Records from a dataset:
--------------------------------------------------
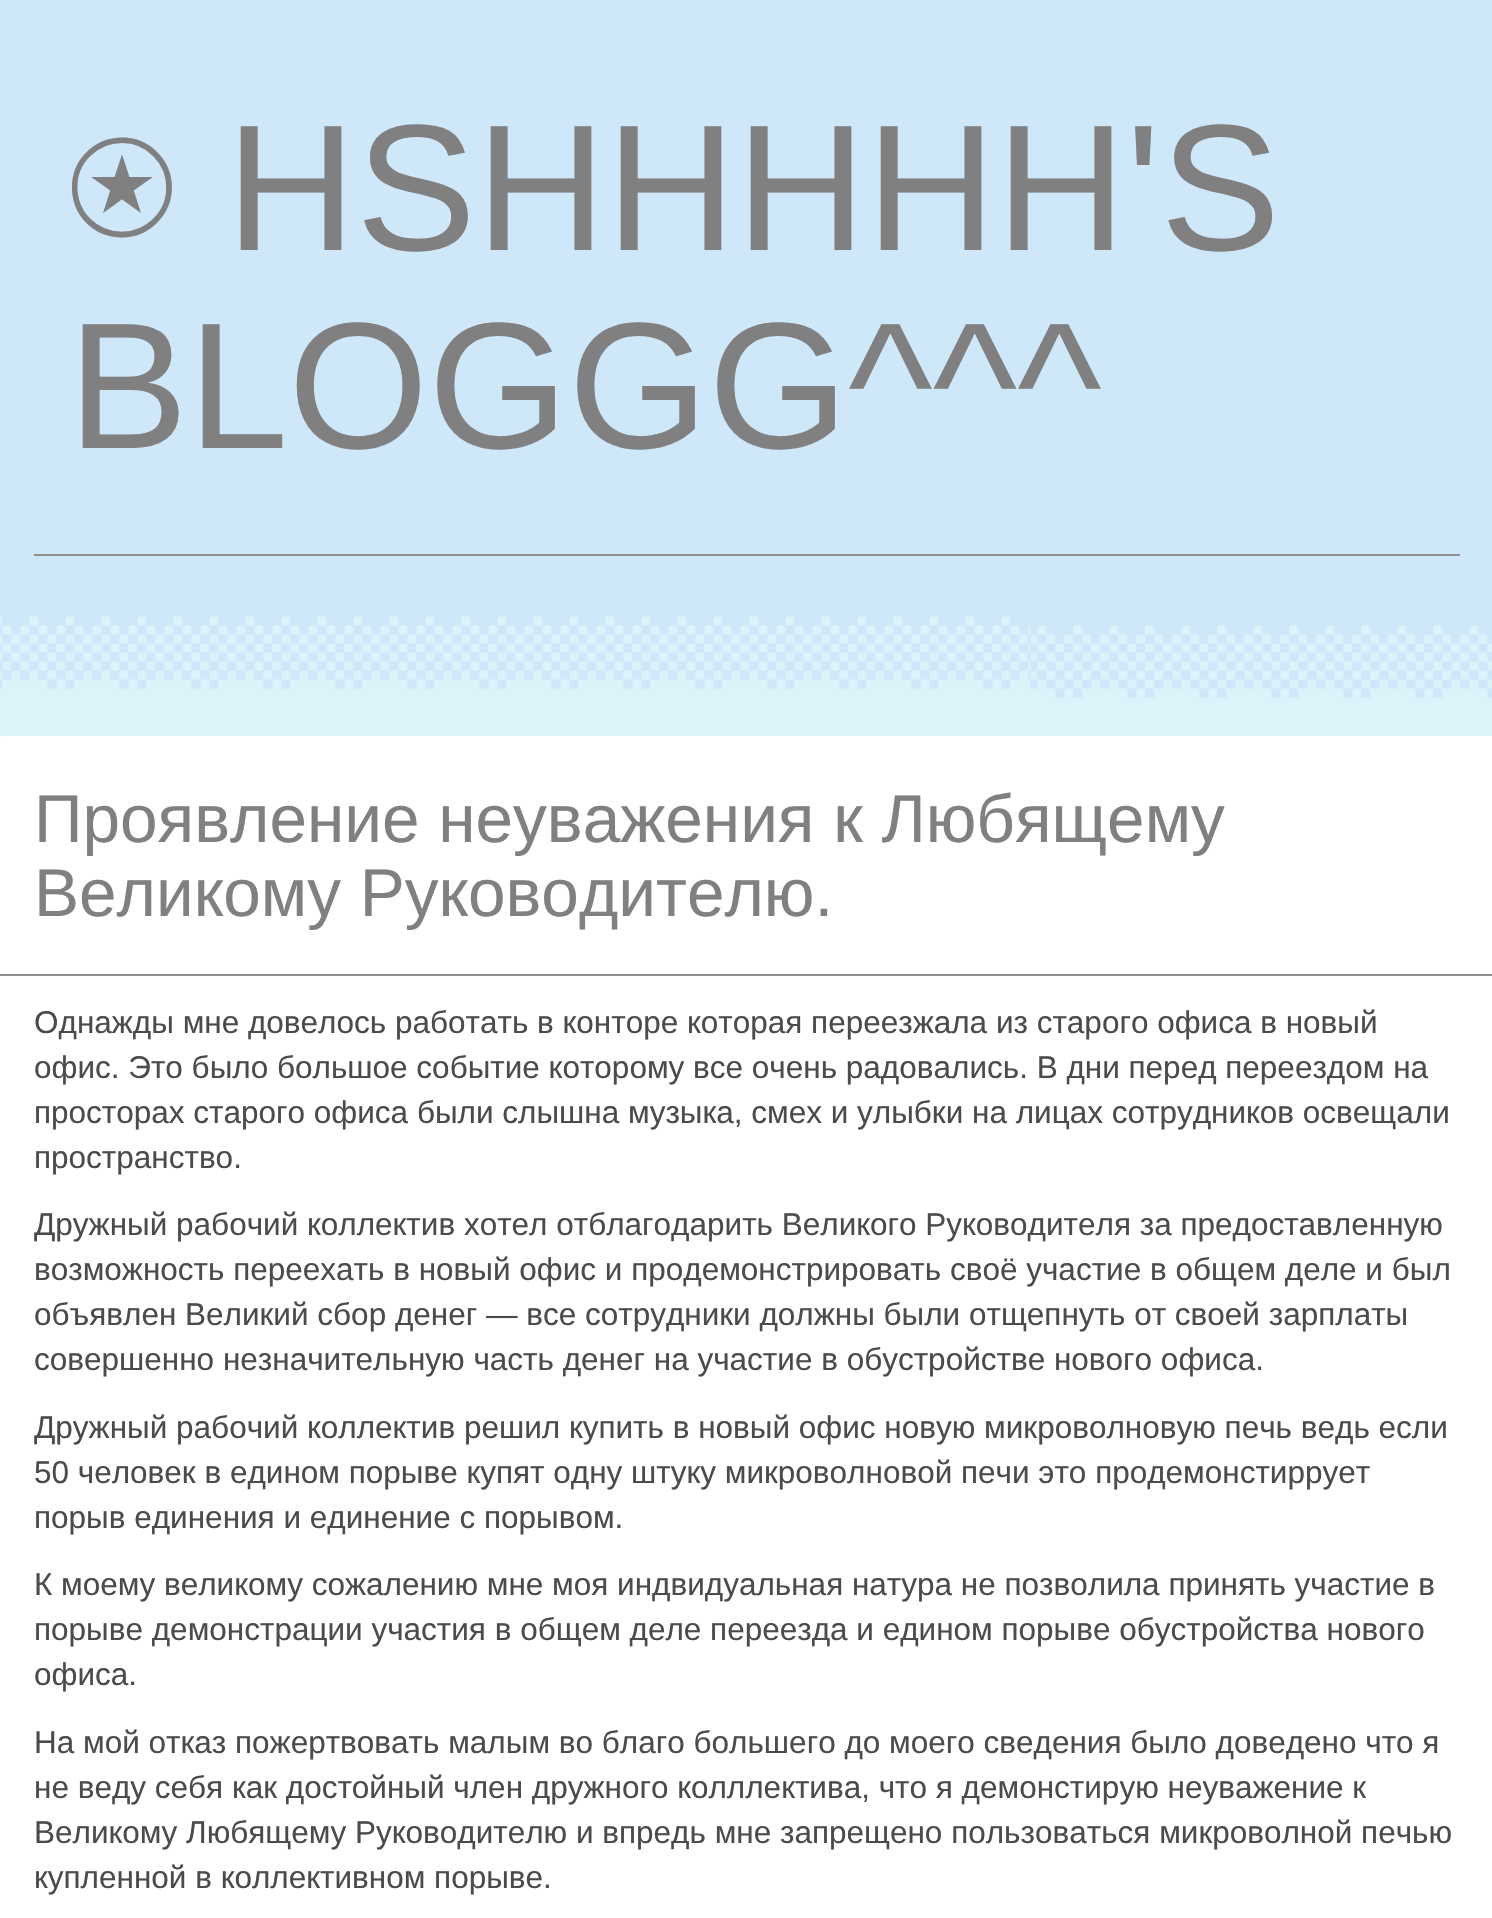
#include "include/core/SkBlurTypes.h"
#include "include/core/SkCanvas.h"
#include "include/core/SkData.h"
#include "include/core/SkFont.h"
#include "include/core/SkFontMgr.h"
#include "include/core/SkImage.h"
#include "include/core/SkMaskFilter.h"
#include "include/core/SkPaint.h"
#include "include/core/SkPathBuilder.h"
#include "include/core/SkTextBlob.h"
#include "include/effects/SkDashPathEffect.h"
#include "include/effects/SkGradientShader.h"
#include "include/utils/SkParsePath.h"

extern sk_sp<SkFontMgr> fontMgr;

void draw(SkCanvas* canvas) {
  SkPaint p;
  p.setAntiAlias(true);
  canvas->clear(SkColorSetRGB(206, 231, 249));
  canvas->drawImageRect(SkImages::DeferredFromEncodedData(SkData::MakeFromFileName("images/1.png")), SkRect::MakeLTRB(0, 616, 1492, 738), SkSamplingOptions());
  p.setColor(SkColorSetRGB(144, 144, 144));
  canvas->drawRect(SkRect::MakeLTRB(34, 554, 1460, 556), p);
  p.setColor(SK_ColorWHITE);
  canvas->drawRoundRect(SkRect::MakeLTRB(0, 736, 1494, 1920), 2, 2, p);
  p.setColor(SkColorSetRGB(144, 144, 144));
  canvas->drawRect(SkRect::MakeLTRB(0, 974, 1492, 976), p);
  SkFont font1(fontMgr->matchFamilyStyle("FreeSerif", SkFontStyle::Normal()), 180);
  font1.setSubpixel(true);
  p.setColor(SkColorSetRGB(128, 128, 128));
  canvas->drawString("⍟", 68, 250, font1, p);
  SkFont font2(fontMgr->matchFamilyStyle("Liberation Sans", SkFontStyle::Normal()), 180);
  font2.setSubpixel(true);
  canvas->drawString("HSHHHHH'S", 226, 250, font2, p);
  canvas->drawString("BLOGGG^^^", 68, 448, font2, p);
  SkFont font3(fontMgr->matchFamilyStyle("Liberation Sans", SkFontStyle::Normal()), 67.5f);
  font3.setSubpixel(true);
  canvas->drawString("Проявление неуважения к Любящему", 34, 842, font3, p);
  canvas->drawString("Великому Руководителю.", 34, 916, font3, p);
  SkFont font4(fontMgr->matchFamilyStyle("Liberation Sans", SkFontStyle::Normal()), 31.5f);
  font4.setSubpixel(true);
  p.setColor(SkColorSetRGB(75, 75, 75));
  canvas->drawString("Однажды мне довелось работать в конторе которая переезжала из старого офиса в новый", 34, 1033, font4, p);
  canvas->drawString("офис. Это было большое событие которому все очень радовались. В дни перед переездом на", 34, 1078, font4, p);
  canvas->drawString("просторах старого офиса были слышна музыка, смех и улыбки на лицах сотрудников освещали", 34, 1123, font4, p);
  canvas->drawString("пространство.", 34, 1168, font4, p);
  canvas->drawString("Дружный рабочий коллектив хотел отблагодарить Великого Руководителя за предоставленную", 34, 1235, font4, p);
  canvas->drawString("возможность переехать в новый офис и продемонстрировать своё участие в общем деле и был", 34, 1280, font4, p);
  canvas->drawString("объявлен Великий сбор денег — все сотрудники должны были отщепнуть от своей зарплаты", 34, 1325, font4, p);
  canvas->drawString("совершенно незначительную часть денег на участие в обустройстве нового офиса.", 34, 1370, font4, p);
  canvas->drawString("Дружный рабочий коллектив решил купить в новый офис новую микроволновую печь ведь если", 34, 1438, font4, p);
  canvas->drawString("50 человек в едином порыве купят одну штуку микроволновой печи это продемонстиррует", 34, 1483, font4, p);
  canvas->drawString("порыв единения и единение с порывом.", 34, 1528, font4, p);
  canvas->drawString("К моему великому сожалению мне моя индвидуальная натура не позволила принять участие в", 34, 1595, font4, p);
  canvas->drawString("порыве демонстрации участия в общем деле переезда и едином порыве обустройства нового", 34, 1640, font4, p);
  canvas->drawString("офиса.", 34, 1685, font4, p);
  canvas->drawString("На мой отказ пожертвовать малым во благо большего до моего сведения было доведено что я", 34, 1753, font4, p);
  canvas->drawString("не веду себя как достойный член дружного колллектива, что я демонстирую неуважение к", 34, 1798, font4, p);
  canvas->drawString("Великому Любящему Руководителю и впредь мне запрещено пользоваться микроволной печью", 34, 1843, font4, p);
  canvas->drawString("купленной в коллективном порыве.", 34, 1888, font4, p);
}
--------------------------------------------------
WHAT THE EXERCISE ASKS: Set down the records above exactly as written, beginning with the first line and ending with the line that contains "p.setAntiAlias(true);", and do not include pictures.

WRITTEN RESPONSE:
#include "include/core/SkBlurTypes.h"
#include "include/core/SkCanvas.h"
#include "include/core/SkData.h"
#include "include/core/SkFont.h"
#include "include/core/SkFontMgr.h"
#include "include/core/SkImage.h"
#include "include/core/SkMaskFilter.h"
#include "include/core/SkPaint.h"
#include "include/core/SkPathBuilder.h"
#include "include/core/SkTextBlob.h"
#include "include/effects/SkDashPathEffect.h"
#include "include/effects/SkGradientShader.h"
#include "include/utils/SkParsePath.h"

extern sk_sp<SkFontMgr> fontMgr;

void draw(SkCanvas* canvas) {
  SkPaint p;
  p.setAntiAlias(true);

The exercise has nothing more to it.